1. Whistleblowing Directive in a nutshell

The Whistleblowing Directive, i.e. Directive (EU) 2019/1937 on the protection of persons who report breaches of Union law entered into force in December 2019. Member States have to implement the Directive by 17th December, 2021. The EU Commission reported the need for effective protection of whistleblowers already in 2014 against the background of several scandals ("Panama Papers"; "Cambridge Analytica") that were revealed to the public by whistleblowers. 

The Whistleblowing Directive aims for a more uniform protection of persons who report breaches of Union law (Art. 1). Qualified reporters of wrongdoing are the employees and officers who have encountered misconduct or illegal activities in connection with their work. Article 2 lists the material scope, i.e. a list of areas of law where reporters of potential misconduct must be protected, such as public health, public procurement, product safety and compliance, transport safety, consumer protection, and protection of privacy and security of network and IT systems. Typically, those are areas where breaches could cause serious harm to the public interest and where it is hard to enforce Union law without help of whistleblower witnesses. While Article 2 on the material scope of the Directive is extensive, it is not exhaustive, i.e. Member States may go beyond what is covered in the Directive.

Currently, whistleblower protection varies between countries. The Directive's objective is to enable confidential reporting and protect whistleblowers against termination of employment, refusal of promotions or salary, transfers or change of work place and discrimination. 

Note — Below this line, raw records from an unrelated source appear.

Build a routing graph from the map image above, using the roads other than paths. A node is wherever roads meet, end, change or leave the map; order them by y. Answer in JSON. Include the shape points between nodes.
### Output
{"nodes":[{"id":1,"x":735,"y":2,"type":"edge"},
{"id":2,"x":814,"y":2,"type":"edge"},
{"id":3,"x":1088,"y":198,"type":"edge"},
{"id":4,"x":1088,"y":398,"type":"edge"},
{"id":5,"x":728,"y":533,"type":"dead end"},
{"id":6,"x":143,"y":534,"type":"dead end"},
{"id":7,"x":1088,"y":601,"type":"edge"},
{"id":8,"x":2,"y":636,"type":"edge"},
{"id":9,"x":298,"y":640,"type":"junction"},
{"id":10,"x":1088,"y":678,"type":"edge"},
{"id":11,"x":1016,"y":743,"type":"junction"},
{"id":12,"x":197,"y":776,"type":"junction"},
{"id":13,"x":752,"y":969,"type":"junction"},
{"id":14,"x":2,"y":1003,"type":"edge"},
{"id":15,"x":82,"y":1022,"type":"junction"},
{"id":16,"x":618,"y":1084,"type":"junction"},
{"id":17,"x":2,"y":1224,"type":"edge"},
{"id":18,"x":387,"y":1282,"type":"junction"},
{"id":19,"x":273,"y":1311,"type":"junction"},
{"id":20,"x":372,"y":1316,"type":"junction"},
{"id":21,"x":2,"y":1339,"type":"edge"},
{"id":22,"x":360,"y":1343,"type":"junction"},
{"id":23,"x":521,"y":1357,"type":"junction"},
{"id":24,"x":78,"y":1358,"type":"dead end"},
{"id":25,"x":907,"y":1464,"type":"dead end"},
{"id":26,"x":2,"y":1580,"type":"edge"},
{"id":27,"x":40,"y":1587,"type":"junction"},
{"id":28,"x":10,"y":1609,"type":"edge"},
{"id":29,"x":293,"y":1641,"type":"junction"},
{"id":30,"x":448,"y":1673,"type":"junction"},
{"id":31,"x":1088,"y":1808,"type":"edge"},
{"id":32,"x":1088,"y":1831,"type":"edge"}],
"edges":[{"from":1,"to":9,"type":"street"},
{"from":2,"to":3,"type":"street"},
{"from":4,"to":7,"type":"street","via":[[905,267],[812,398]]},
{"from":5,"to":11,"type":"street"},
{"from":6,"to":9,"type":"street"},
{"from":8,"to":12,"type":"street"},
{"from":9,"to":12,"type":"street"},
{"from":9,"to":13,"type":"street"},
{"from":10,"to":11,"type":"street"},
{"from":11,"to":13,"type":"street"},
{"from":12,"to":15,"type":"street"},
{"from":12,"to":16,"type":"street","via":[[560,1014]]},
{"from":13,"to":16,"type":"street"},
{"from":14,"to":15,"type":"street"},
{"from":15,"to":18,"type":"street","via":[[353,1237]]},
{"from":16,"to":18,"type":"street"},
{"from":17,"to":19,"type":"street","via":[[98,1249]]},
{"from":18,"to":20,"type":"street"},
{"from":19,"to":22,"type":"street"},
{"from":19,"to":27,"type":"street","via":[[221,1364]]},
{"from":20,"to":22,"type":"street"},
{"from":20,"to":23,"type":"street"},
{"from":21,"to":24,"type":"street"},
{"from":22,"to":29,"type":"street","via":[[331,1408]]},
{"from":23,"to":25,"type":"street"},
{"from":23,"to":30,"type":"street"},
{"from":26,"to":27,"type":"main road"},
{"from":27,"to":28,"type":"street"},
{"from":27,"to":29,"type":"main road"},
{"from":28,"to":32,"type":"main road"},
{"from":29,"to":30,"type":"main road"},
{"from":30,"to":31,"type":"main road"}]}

Member States must ensure that the whistleblowing channels are established

The Whistleblowing Directive is directed to Member States, which must ensure that their national legislation mandates internal and external whistleblowing channels according to the following minimum standard:

  1. Companies with over 50 employees have to establish an internal whistleblowing channel. The same applies to municipalities of more than 10,000 inhabitants. Member States may also outsource those channels to third parties. In that case, the third parties need to guarantee confidentiality, data protection, secrecy and independence.
  2. Member States are required to establish external reporting channels, by designating an authority competent to receiving reports, giving feedback and doing follow-up.

Both channels must ensure confidentiality of the processes and that the whistleblowers shall not face any kind retaliation.

A whistleblower shall be granted protection under Art. 6(1) of the Directive:

  • if they had reasonable grounds to believe that the information reported about the potential breach was true at the time of reporting and such information is in the scope of the Directive (and the implementing act); and
  • if the whistleblower used the designated reporting channels.

Member States are required to provide at least the minimum requirements to protect whistleblowers, such as providing them with comprehensive information and advice on legal protection, assistance of an authority and granting certain rights in regard to legal procedures.

2. Finland

Finland does not have general legislation on whistleblowing. Some sector specific laws exist for, e.g. credit institutions, the securities market, fund management companies and insurance companies. Media and non-governmental organisations also have some ethical obligations and means to protect the identities of the reporters. 

In Finland, the Ministry of Justice has set up a working group to assess the implementation of the Whistleblowing Directive with a mandate extending from February 2020 to March 2021. The group will assess the need for a new implementing legislation. Further, the group will review the need to regulate whistleblowing also for the breaches of national legislation and designate the competent authority to supervise external reports.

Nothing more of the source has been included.